------ Records for this exercise ------
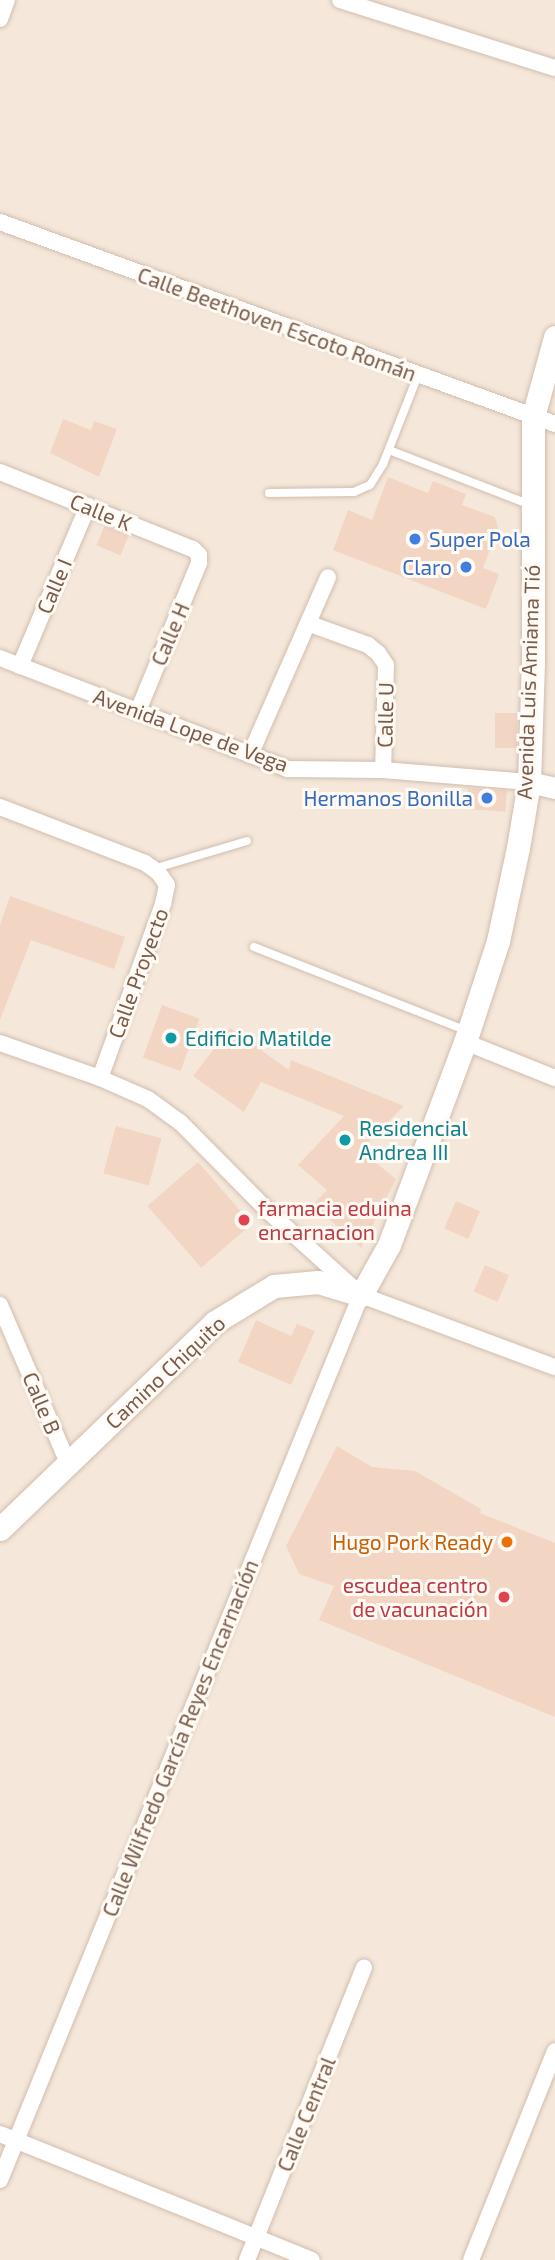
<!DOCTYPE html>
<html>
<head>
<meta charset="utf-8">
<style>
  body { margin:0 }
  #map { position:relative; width:555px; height:2260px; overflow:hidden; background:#fdf6ec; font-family:"Exo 2",sans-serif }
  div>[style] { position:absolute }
  .residential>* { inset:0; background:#f5e8da; transform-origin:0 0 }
  .building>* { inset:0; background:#f3d5c3; transform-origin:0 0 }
  .roads { filter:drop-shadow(0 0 2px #d1beb0) drop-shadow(0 0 2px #d1beb0) }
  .service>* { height:8px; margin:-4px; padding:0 4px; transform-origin:4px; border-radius:4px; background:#fff }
  .minor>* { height:16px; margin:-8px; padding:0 8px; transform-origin:8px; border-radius:8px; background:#fff }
  .tertiary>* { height:21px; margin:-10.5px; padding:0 10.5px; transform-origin:10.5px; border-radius:10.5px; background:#fff }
  .secondary>* { height:23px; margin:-11.5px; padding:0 11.5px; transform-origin:11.5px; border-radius:11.5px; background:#fff }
  .dots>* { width:19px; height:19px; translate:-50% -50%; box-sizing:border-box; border:4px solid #fffaf3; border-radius:50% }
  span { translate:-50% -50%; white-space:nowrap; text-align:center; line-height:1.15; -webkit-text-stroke:6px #fffaf3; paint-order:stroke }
  .street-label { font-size:21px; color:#7a5c4d }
  .shop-label { font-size:21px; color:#366cbe }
  .left { translate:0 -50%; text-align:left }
  .right { translate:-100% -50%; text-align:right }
  .culture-label { font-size:21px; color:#0d838f }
  .health-label { font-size:21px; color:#be3a42 }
  .food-label { font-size:21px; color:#c56008 }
</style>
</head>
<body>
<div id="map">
  <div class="residential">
    <div style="left:0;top:0;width:555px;height:2260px"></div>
  </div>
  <div class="building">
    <div style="clip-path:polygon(63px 419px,91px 430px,94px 421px,117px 429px,99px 477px,50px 453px)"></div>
    <div style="clip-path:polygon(388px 477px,428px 493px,433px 481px,466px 494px,462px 505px,495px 517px,498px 528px,483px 568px,499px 574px,486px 609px,333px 550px,348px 510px,372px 520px)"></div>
    <div style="left:105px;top:525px;width:26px;height:22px;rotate:23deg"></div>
    <div style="left:495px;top:713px;width:22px;height:35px"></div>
    <div style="left:468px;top:788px;width:39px;height:21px;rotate:4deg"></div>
    <div style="clip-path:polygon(10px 896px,125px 937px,114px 969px,31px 940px,0 1020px,0 925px)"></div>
    <div style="left:162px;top:1005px;width:40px;height:56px;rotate:20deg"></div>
    <div style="clip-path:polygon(230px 1028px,289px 1070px,291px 1060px,404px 1106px,360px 1150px,396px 1179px,361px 1248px,313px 1204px,327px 1190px,298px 1165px,344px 1116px,261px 1082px,244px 1112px,193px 1076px)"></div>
    <div style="left:116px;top:1126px;width:47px;height:49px;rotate:15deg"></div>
    <div style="left:198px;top:1162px;width:82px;height:67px;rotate:49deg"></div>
    <div style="left:456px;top:1201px;width:26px;height:30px;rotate:23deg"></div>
    <div style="left:485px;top:1265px;width:26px;height:29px;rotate:23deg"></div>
    <div style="clip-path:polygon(256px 1320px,291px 1336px,297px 1324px,315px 1331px,291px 1385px,238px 1362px)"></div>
    <div style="clip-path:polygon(337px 1446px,372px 1467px,415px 1471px,481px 1509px,480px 1513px,555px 1543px,555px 1717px,319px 1620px,334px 1586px,299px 1574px,286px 1546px)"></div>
  </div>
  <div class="roads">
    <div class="service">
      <div style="left:389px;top:450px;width:152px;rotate:21.2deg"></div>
      <div style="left:269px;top:493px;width:85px;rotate:-0.7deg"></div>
      <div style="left:354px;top:492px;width:17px;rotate:-24deg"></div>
      <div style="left:370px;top:485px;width:25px;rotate:-58deg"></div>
      <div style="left:383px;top:464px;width:96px;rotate:-68.5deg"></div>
      <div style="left:153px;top:869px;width:98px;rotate:-16.6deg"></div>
      <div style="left:254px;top:947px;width:229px;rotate:21.5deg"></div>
    </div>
    <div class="minor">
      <div style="left:340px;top:0;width:225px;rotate:17.6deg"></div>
      <div style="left:0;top:19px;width:20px;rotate:-70deg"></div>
      <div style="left:0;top:222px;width:591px;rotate:20deg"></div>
      <div style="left:0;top:472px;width:208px;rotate:21.8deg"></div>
      <div style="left:193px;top:549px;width:8px;rotate:45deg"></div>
      <div style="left:199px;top:555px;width:8px;rotate:90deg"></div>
      <div style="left:199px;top:563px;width:160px;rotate:112.4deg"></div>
      <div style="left:310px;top:624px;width:62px;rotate:19.9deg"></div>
      <div style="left:368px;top:645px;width:13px;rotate:39deg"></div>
      <div style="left:378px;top:653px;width:14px;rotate:56deg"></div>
      <div style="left:386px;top:665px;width:105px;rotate:91.6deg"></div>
      <div style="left:0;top:658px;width:308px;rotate:21.1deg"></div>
      <div style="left:287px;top:769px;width:96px;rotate:0.6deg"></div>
      <div style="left:383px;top:770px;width:146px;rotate:4.7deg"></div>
      <div style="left:20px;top:666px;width:174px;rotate:-67deg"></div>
      <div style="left:250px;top:755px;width:194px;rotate:-66.3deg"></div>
      <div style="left:0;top:807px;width:155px;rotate:21.1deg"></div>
      <div style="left:145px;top:863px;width:16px;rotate:35deg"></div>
      <div style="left:158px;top:872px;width:16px;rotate:55deg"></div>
      <div style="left:167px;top:885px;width:19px;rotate:102deg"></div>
      <div style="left:163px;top:904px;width:185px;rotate:109.9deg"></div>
      <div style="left:465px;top:1042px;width:97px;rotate:21.8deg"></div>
      <div style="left:0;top:1043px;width:106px;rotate:19.3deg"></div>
      <div style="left:100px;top:1078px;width:52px;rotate:23.6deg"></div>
      <div style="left:148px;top:1099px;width:39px;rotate:36deg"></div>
      <div style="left:180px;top:1122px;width:127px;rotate:45.3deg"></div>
      <div style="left:269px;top:1212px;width:124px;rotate:42.1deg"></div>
      <div style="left:361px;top:1295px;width:207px;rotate:20.4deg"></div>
      <div style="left:0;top:1305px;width:172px;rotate:66.7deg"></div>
      <div style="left:0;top:2134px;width:336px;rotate:22deg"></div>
      <div style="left:0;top:2180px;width:956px;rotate:-67.81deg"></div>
      <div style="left:247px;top:2260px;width:315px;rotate:-68.2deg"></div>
      <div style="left:471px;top:2260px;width:225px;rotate:-68.1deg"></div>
    </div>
    <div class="tertiary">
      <div style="left:529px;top:782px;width:27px;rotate:13deg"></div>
    </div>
    <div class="secondary">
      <div style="left:0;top:1529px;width:298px;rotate:-43.9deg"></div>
      <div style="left:215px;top:1322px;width:69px;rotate:-31.4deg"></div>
      <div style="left:274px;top:1286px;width:44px;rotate:-5.2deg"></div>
      <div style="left:318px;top:1282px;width:45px;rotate:16.8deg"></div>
      <div style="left:361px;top:1295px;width:57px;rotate:-60.8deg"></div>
      <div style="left:389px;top:1245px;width:217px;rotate:-69.5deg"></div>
      <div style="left:465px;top:1042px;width:106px;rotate:-71.9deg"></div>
      <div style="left:498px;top:941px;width:95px;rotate:-77.9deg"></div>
      <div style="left:518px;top:848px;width:67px;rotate:-80.5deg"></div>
      <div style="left:529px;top:782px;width:120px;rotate:-88.1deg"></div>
      <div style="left:533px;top:662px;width:245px;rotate:-90deg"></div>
      <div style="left:533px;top:417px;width:83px;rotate:-74.6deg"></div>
    </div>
  </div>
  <div class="dots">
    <div style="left:415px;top:539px;background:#3f7fe0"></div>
    <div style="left:466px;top:567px;background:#3f7fe0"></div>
    <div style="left:487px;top:798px;background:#3f7fe0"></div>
    <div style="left:171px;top:1038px;background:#0f9aa8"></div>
    <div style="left:345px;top:1140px;background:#0f9aa8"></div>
    <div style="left:244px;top:1220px;background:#e0444e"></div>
    <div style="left:507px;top:1542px;background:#e8710a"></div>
    <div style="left:504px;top:1597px;background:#e0444e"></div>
  </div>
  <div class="street-label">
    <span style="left:277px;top:324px;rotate:20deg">Calle Beethoven Escoto Román</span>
    <span style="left:101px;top:512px;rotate:22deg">Calle K</span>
    <span style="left:54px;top:586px;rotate:-67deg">Calle I</span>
    <span style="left:170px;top:634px;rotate:-67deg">Calle H</span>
    <span style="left:528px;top:682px;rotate:-88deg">Avenida Luis Amiama Tió</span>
    <span style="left:385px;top:715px;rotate:-89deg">Calle U</span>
    <span style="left:191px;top:730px;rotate:20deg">Avenida Lope de Vega</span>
    <span style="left:138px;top:973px;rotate:-70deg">Calle Proyecto</span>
    <span style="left:165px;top:1372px;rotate:-43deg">Camino Chiquito</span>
    <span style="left:42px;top:1403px;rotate:67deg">Calle B</span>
    <span style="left:180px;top:1738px;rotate:-68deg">Calle Wilfredo García Reyes Encarnación</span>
    <span style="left:306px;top:2114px;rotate:-68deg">Calle Central</span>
  </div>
  <div class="shop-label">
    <span class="left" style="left:429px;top:539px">Super Pola</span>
    <span class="right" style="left:452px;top:567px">Claro</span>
    <span class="right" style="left:473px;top:798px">Hermanos Bonilla</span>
  </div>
  <div class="culture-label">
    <span class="left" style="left:185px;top:1038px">Edificio Matilde</span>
    <span class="left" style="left:359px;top:1140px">Residencial<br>Andrea III</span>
  </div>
  <div class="health-label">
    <span class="left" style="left:258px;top:1220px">farmacia eduina<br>encarnacion</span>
    <span class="right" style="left:488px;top:1597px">escudea centro<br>de vacunación</span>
  </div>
  <div class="food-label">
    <span class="right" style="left:493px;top:1542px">Hugo Pork Ready</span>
  </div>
</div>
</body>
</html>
------
■ **What you are asked to do**: The answer must consist only of the lines from the beginning of the entries above through the line that holds "position:relative; width:555px; height:2260px;", reproduced exactly and without pictures.

■ **Result of the exercise**:
<!DOCTYPE html>
<html>
<head>
<meta charset="utf-8">
<style>
  body { margin:0 }
  #map { position:relative; width:555px; height:2260px; overflow:hidden; background:#fdf6ec; font-family:"Exo 2",sans-serif }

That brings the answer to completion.